Work instructions: Nothing but an exact repetition of the entries should appear in the answer.

----- Dataset

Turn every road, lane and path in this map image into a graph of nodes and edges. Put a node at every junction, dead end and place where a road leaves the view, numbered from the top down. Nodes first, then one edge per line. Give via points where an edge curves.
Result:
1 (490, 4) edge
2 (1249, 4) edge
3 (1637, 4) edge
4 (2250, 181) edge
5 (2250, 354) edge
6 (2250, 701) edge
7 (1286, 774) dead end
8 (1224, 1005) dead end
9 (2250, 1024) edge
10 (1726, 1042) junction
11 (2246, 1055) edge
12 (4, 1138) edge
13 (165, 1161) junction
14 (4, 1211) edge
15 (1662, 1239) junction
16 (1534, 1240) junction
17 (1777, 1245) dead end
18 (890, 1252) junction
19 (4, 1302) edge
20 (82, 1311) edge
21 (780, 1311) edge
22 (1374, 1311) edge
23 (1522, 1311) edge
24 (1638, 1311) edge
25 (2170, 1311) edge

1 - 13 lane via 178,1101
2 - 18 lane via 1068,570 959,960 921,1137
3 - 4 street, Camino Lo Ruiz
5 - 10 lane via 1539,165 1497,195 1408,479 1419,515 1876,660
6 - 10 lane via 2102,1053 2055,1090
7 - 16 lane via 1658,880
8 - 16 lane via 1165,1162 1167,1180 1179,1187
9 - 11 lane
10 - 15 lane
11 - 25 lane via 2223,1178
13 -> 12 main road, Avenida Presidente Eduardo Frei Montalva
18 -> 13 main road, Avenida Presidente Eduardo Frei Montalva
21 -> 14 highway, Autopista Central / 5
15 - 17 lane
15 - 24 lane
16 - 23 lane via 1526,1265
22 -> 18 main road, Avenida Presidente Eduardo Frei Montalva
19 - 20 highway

----------

Response area:
Turn every road, lane and path in this map image into a graph of nodes and edges. Put a node at every junction, dead end and place where a road leaves the view, numbered from the top down. Nodes first, then one edge per line. Give via points where an edge curves.
Result:
1 (490, 4) edge
2 (1249, 4) edge
3 (1637, 4) edge
4 (2250, 181) edge
5 (2250, 354) edge
6 (2250, 701) edge
7 (1286, 774) dead end
8 (1224, 1005) dead end
9 (2250, 1024) edge
10 (1726, 1042) junction
11 (2246, 1055) edge
12 (4, 1138) edge
13 (165, 1161) junction
14 (4, 1211) edge
15 (1662, 1239) junction
16 (1534, 1240) junction
17 (1777, 1245) dead end
18 (890, 1252) junction
19 (4, 1302) edge
20 (82, 1311) edge
21 (780, 1311) edge
22 (1374, 1311) edge
23 (1522, 1311) edge
24 (1638, 1311) edge
25 (2170, 1311) edge

1 - 13 lane via 178,1101
2 - 18 lane via 1068,570 959,960 921,1137
3 - 4 street, Camino Lo Ruiz
5 - 10 lane via 1539,165 1497,195 1408,479 1419,515 1876,660
6 - 10 lane via 2102,1053 2055,1090
7 - 16 lane via 1658,880
8 - 16 lane via 1165,1162 1167,1180 1179,1187
9 - 11 lane
10 - 15 lane
11 - 25 lane via 2223,1178
13 -> 12 main road, Avenida Presidente Eduardo Frei Montalva
18 -> 13 main road, Avenida Presidente Eduardo Frei Montalva
21 -> 14 highway, Autopista Central / 5
15 - 17 lane
15 - 24 lane
16 - 23 lane via 1526,1265
22 -> 18 main road, Avenida Presidente Eduardo Frei Montalva
19 - 20 highway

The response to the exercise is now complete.